NORMALLY you can't shut him up, but Steve Earle holds back for nine downbeat political songs.
Hillbilly beard and belly gone, work-shirt sleeves rolled up, he is an "urgent American" as he called himself on 2002's Jerusalem.
The title of the Texan protest singer's second post 9/11 album says it all, The Revolution Starts Now, and there's not a minute to wait for the self-styled "borderline Marxist" to play the album in its sore-toothed entirety.

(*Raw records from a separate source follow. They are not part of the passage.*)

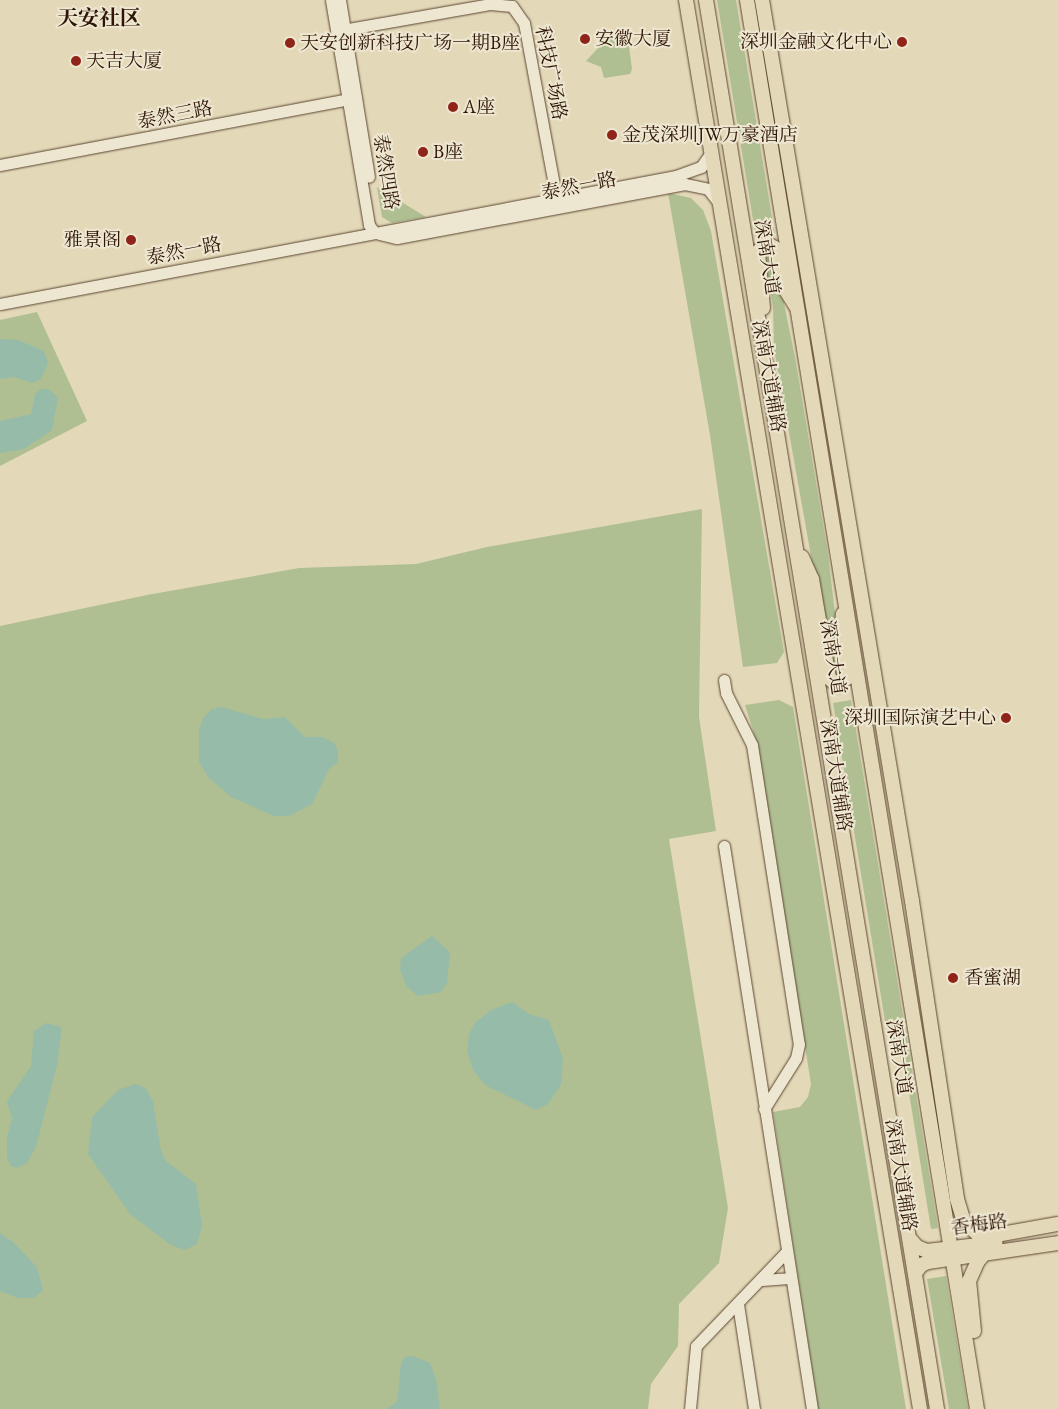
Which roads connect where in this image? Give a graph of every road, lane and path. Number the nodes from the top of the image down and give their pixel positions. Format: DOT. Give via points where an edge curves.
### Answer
graph roads {
  1 [pos="331,0"];
  2 [pos="340,0"];
  3 [pos="686,0"];
  4 [pos="706,0"];
  5 [pos="747,0"];
  6 [pos="762,0"];
  7 [pos="341,34"];
  8 [pos="351,96"];
  9 [pos="780,112"];
  10 [pos="712,150"];
  11 [pos="0,158"];
  12 [pos="0,165"];
  13 [pos="554,204"];
  14 [pos="721,207"];
  15 [pos="782,209"];
  16 [pos="375,233"];
  17 [pos="0,304"];
  18 [pos="739,309"];
  19 [pos="799,316"];
  20 [pos="761,335"];
  21 [pos="768,375"];
  22 [pos="796,546"];
  23 [pos="840,564"];
  24 [pos="844,589"];
  25 [pos="865,614"];
  26 [pos="792,620"];
  27 [pos="724,680"];
  28 [pos="807,716"];
  29 [pos="831,760"];
  30 [pos="724,846"];
  31 [pos="912,901"];
  32 [pos="905,961"];
  33 [pos="923,1073"];
  34 [pos="764,1109"];
  35 [pos="944,1119"];
  36 [pos="953,1175"];
  37 [pos="1058,1224"];
  38 [pos="948,1226"];
  39 [pos="1058,1233"];
  40 [pos="910,1239"];
  41 [pos="993,1243"];
  42 [pos="1058,1243"];
  43 [pos="786,1252"];
  44 [pos="952,1253"];
  45 [pos="983,1254"];
  46 [pos="915,1273"];
  47 [pos="789,1278"];
  48 [pos="762,1280"];
  49 [pos="738,1304"];
  50 [pos="977,1404"];
  51 [pos="690,1409"];
  52 [pos="754,1409"];
  53 [pos="812,1409"];
  54 [pos="920,1409"];
  55 [pos="937,1409"];
  1 -- 7 [label="street, 泰然四路"];
  2 -- 7 [label="street, 泰然四路"];
  3 -- 10 [label="main road, 深南大道辅路"];
  4 -- 20 [label="main road, 深南大道"];
  5 -- 15 [label="main road, 深南大道"];
  6 -- 9 [label="main road"];
  7 -- 8 [label="street, 泰然四路"];
  7 -- 13 [label="street, 科技广场路" via="496,10 508,11 518,25"];
  8 -- 11 [label="street, 泰然三路"];
  8 -- 12 [label="street, 泰然三路"];
  8 -- 16 [label="street, 泰然四路" via="376,224"];
  9 -- 15 [label="main road"];
  9 -- 25 [label="main road"];
  10 -- 13 [label="street, 泰然一路" via="706,163 692,172"];
  10 -- 14 [label="main road, 深南大道辅路"];
  13 -- 14 [label="street, 泰然一路" via="691,184 708,189"];
  13 -- 16 [label="street, 泰然一路" via="397,238"];
  14 -- 18 [label="main road, 深南大道辅路"];
  15 -- 19 [label="main road, 深南大道"];
  16 -- 17 [label="street, 泰然一路"];
  18 -- 21 [label="main road"];
  18 -- 26 [label="main road, 深南大道辅路"];
  19 -- 20 [label="main road" via="782,284 775,248 764,244 758,252 764,295"];
  19 -- 23 [label="main road, 深南大道"];
  20 -- 21 [label="main road, 深南大道"];
  21 -- 22 [label="main road, 深南大道"];
  22 -- 24 [label="main road" via="812,579 829,678 837,685 847,678 842,638"];
  22 -- 26 [label="main road"];
  22 -- 29 [label="main road, 深南大道"];
  23 -- 24 [label="main road, 深南大道"];
  23 -- 25 [label="main road"];
  24 -- 32 [label="main road, 深南大道"];
  25 -- 31 [label="main road"];
  26 -- 28 [label="main road, 深南大道辅路"];
  27 -- 34 [label="street" via="726,693 752,745 799,1044 796,1058"];
  28 -- 29 [label="main road"];
  28 -- 54 [label="main road, 深南大道辅路"];
  29 -- 40 [label="main road, 深南大道"];
  30 -- 34 [label="street"];
  31 -- 32 [label="main road"];
  31 -- 35 [label="main road"];
  32 -- 33 [label="main road, 深南大道"];
  33 -- 35 [label="main road"];
  33 -- 38 [label="main road, 深南大道"];
  34 -- 43 [label="street"];
  35 -- 36 [label="main road"];
  36 -- 37 [label="main road" via="962,1216 968,1227 979,1234 996,1235"];
  36 -- 38 [label="main road" via="952,1215"];
  38 -- 44 [label="main road, 深南大道"];
  39 -- 41 [label="main road, 香梅路"];
  40 -- 44 [label="main road, 香梅路" via="921,1250"];
  40 -- 46 [label="main road, 深南大道"];
  41 -- 44 [label="main road, 香梅路"];
  41 -- 45 [label="main road"];
  42 -- 45 [label="main road, 香梅路"];
  43 -- 47 [label="street"];
  43 -- 48 [label="street"];
  44 -- 45 [label="main road, 香梅路"];
  44 -- 46 [label="main road, 香梅路" via="924,1263"];
  44 -- 50 [label="main road, 深南大道"];
  45 -- 50 [label="main road" via="969,1281 978,1362"];
  46 -- 55 [label="main road, 深南大道"];
  47 -- 48 [label="street"];
  47 -- 53 [label="street"];
  48 -- 49 [label="street"];
  49 -- 51 [label="street" via="696,1346"];
  49 -- 52 [label="street"];
}
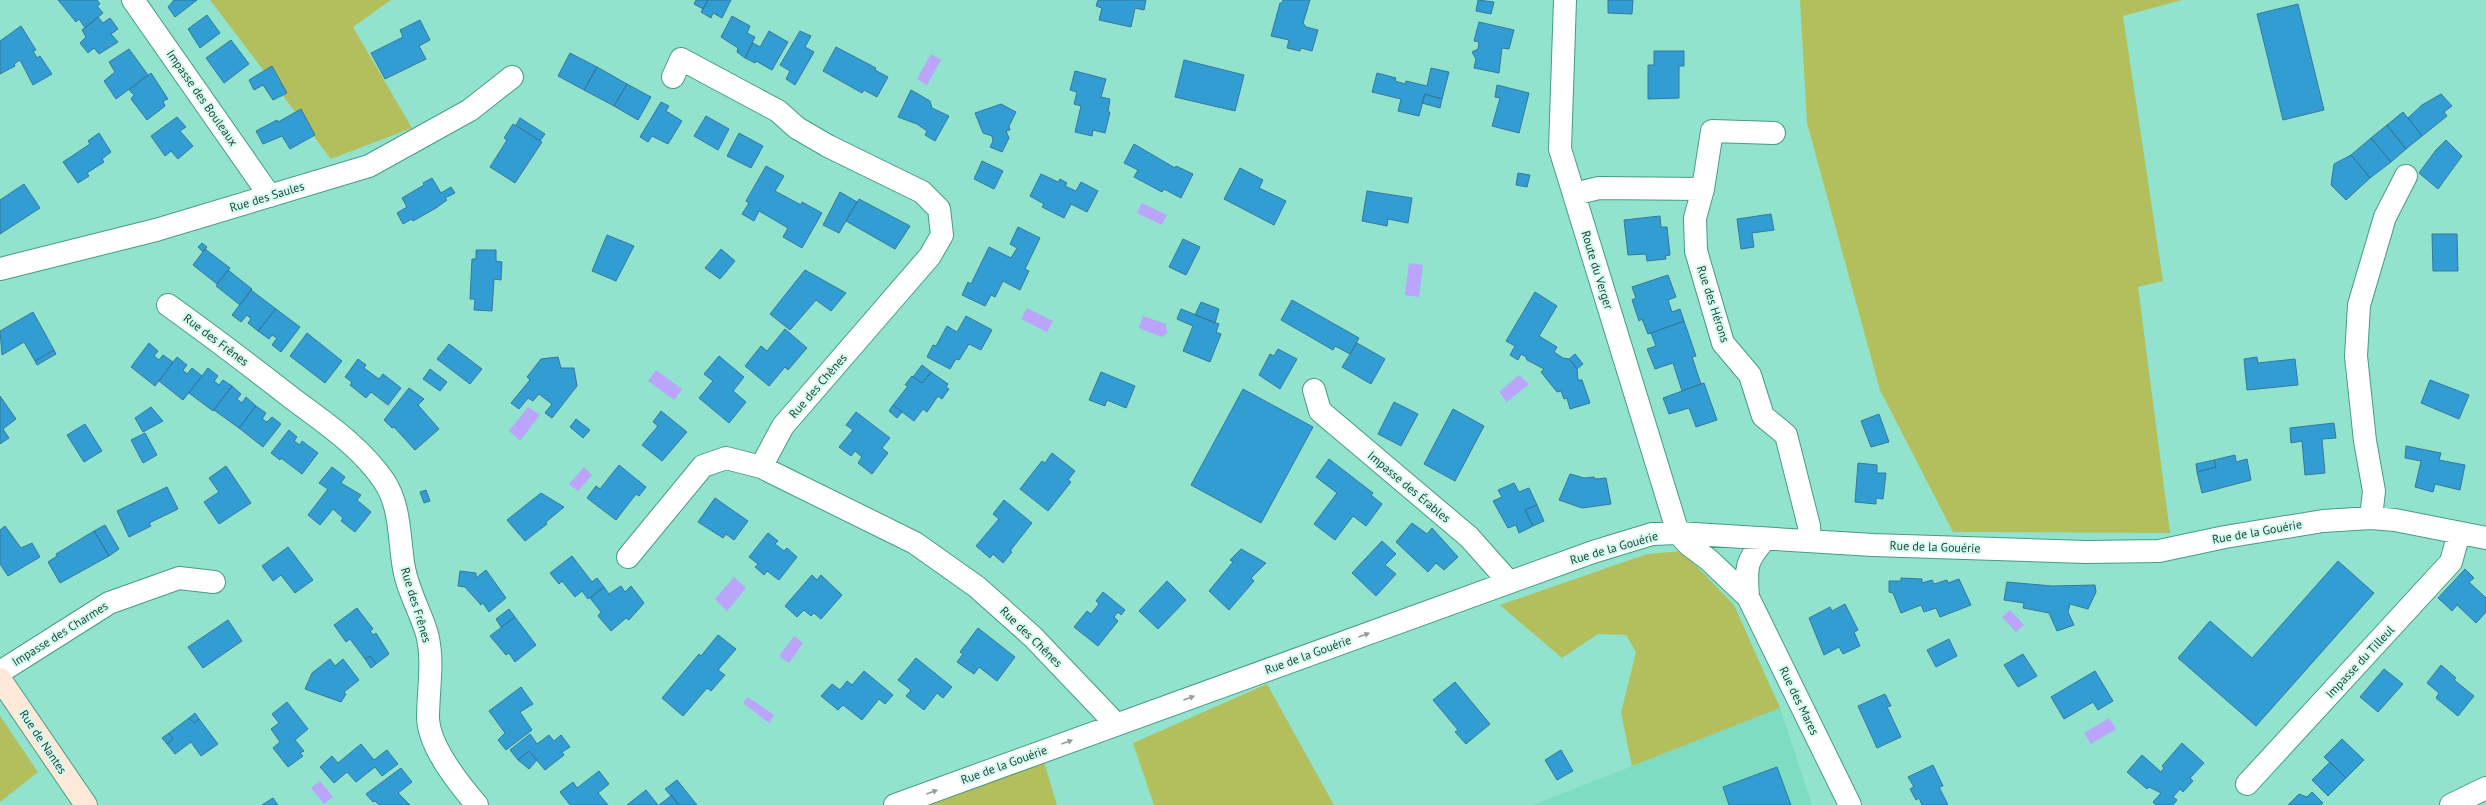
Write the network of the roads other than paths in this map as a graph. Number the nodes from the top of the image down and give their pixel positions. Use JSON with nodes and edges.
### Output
{"nodes":[{"id":1,"x":133,"y":0,"type":"edge"},
{"id":2,"x":1565,"y":0,"type":"edge"},
{"id":3,"x":512,"y":77,"type":"dead end"},
{"id":4,"x":673,"y":77,"type":"dead end"},
{"id":5,"x":1774,"y":133,"type":"dead end"},
{"id":6,"x":2406,"y":176,"type":"dead end"},
{"id":7,"x":1703,"y":189,"type":"junction"},
{"id":8,"x":1574,"y":194,"type":"junction"},
{"id":9,"x":270,"y":196,"type":"junction"},
{"id":10,"x":0,"y":268,"type":"edge"},
{"id":11,"x":168,"y":305,"type":"dead end"},
{"id":12,"x":1314,"y":390,"type":"dead end"},
{"id":13,"x":761,"y":467,"type":"junction"},
{"id":14,"x":2371,"y":518,"type":"junction"},
{"id":15,"x":1678,"y":533,"type":"junction"},
{"id":16,"x":2459,"y":533,"type":"junction"},
{"id":17,"x":2486,"y":538,"type":"edge"},
{"id":18,"x":1765,"y":539,"type":"junction"},
{"id":19,"x":1810,"y":542,"type":"junction"},
{"id":20,"x":628,"y":557,"type":"dead end"},
{"id":21,"x":214,"y":582,"type":"dead end"},
{"id":22,"x":1509,"y":582,"type":"junction"},
{"id":23,"x":1748,"y":597,"type":"junction"},
{"id":24,"x":0,"y":672,"type":"edge"},
{"id":25,"x":0,"y":679,"type":"edge"},
{"id":26,"x":1116,"y":724,"type":"junction"},
{"id":27,"x":2247,"y":784,"type":"dead end"},
{"id":28,"x":2486,"y":788,"type":"edge"},
{"id":29,"x":86,"y":805,"type":"edge"},
{"id":30,"x":476,"y":805,"type":"edge"},
{"id":31,"x":895,"y":805,"type":"edge"},
{"id":32,"x":1850,"y":805,"type":"edge"},
{"id":33,"x":2451,"y":805,"type":"edge"}],
"edges":[{"from":1,"to":9,"type":"street","name":"Impasse des Bouleaux"},
{"from":2,"to":8,"type":"street","name":"Route du Verger"},
{"from":3,"to":9,"type":"street","name":"Rue des Saules"},
{"from":4,"to":13,"type":"street","name":"Rue des Chênes"},
{"from":5,"to":7,"type":"street","name":"Rue des Hérons"},
{"from":6,"to":14,"type":"street"},
{"from":7,"to":8,"type":"street"},
{"from":7,"to":19,"type":"street","name":"Rue des Hérons"},
{"from":8,"to":15,"type":"street","name":"Route du Verger"},
{"from":9,"to":10,"type":"street","name":"Rue des Saules"},
{"from":11,"to":30,"type":"street","name":"Rue des Frênes"},
{"from":12,"to":22,"type":"street","name":"Impasse des Érables"},
{"from":13,"to":20,"type":"street"},
{"from":13,"to":26,"type":"street","name":"Rue des Chênes"},
{"from":14,"to":16,"type":"street","name":"Rue de la Gouérie"},
{"from":14,"to":19,"type":"street","name":"Rue de la Gouérie"},
{"from":15,"to":18,"type":"street","name":"Rue de la Gouérie"},
{"from":15,"to":22,"type":"street","name":"Rue de la Gouérie"},
{"from":15,"to":23,"type":"street","name":"Rue des Mares"},
{"from":16,"to":17,"type":"street","name":"Rue de la Gouérie"},
{"from":16,"to":27,"type":"street","name":"Impasse du Tilleul"},
{"from":18,"to":19,"type":"street","name":"Rue de la Gouérie"},
{"from":18,"to":23,"type":"street","name":"Rue des Mares"},
{"from":21,"to":24,"type":"street","name":"Impasse des Charmes"},
{"from":26,"to":22,"type":"street","name":"Rue de la Gouérie","one_way":true},
{"from":23,"to":32,"type":"street","name":"Rue des Mares"},
{"from":25,"to":29,"type":"main road","name":"Rue de Nantes"},
{"from":31,"to":26,"type":"street","name":"Rue de la Gouérie","one_way":true},
{"from":28,"to":33,"type":"street"}]}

Revolution is the cord running through 30 songs of country rant'n'roll: from Earle's entry to Gil Scott Heron's The Revolution Will Not Be Televised to the set-closing double whammy of The Dukes re-charging The Beatles' Revolution and reprising The Revolution Starts Now. When Earle does talk, it is with dyspeptic humour and grave concern, apologising to each and every one of us for the US election result, lambasting Bush over Iraq, warning of the erosion of trade unions and calling for unspecified "open revolt".
He gives his guitars a thrashing in Neil Young electric and acoustic styles and leads his "Leeds revolutionaries" through the chorus of signature tune Christmas In Washington. Surprising covers of the Stones' Sweet Virginia and The Youngbloods' Get Together leaven the mood, but Earle will be back on his Bush-whacking case by sunrise.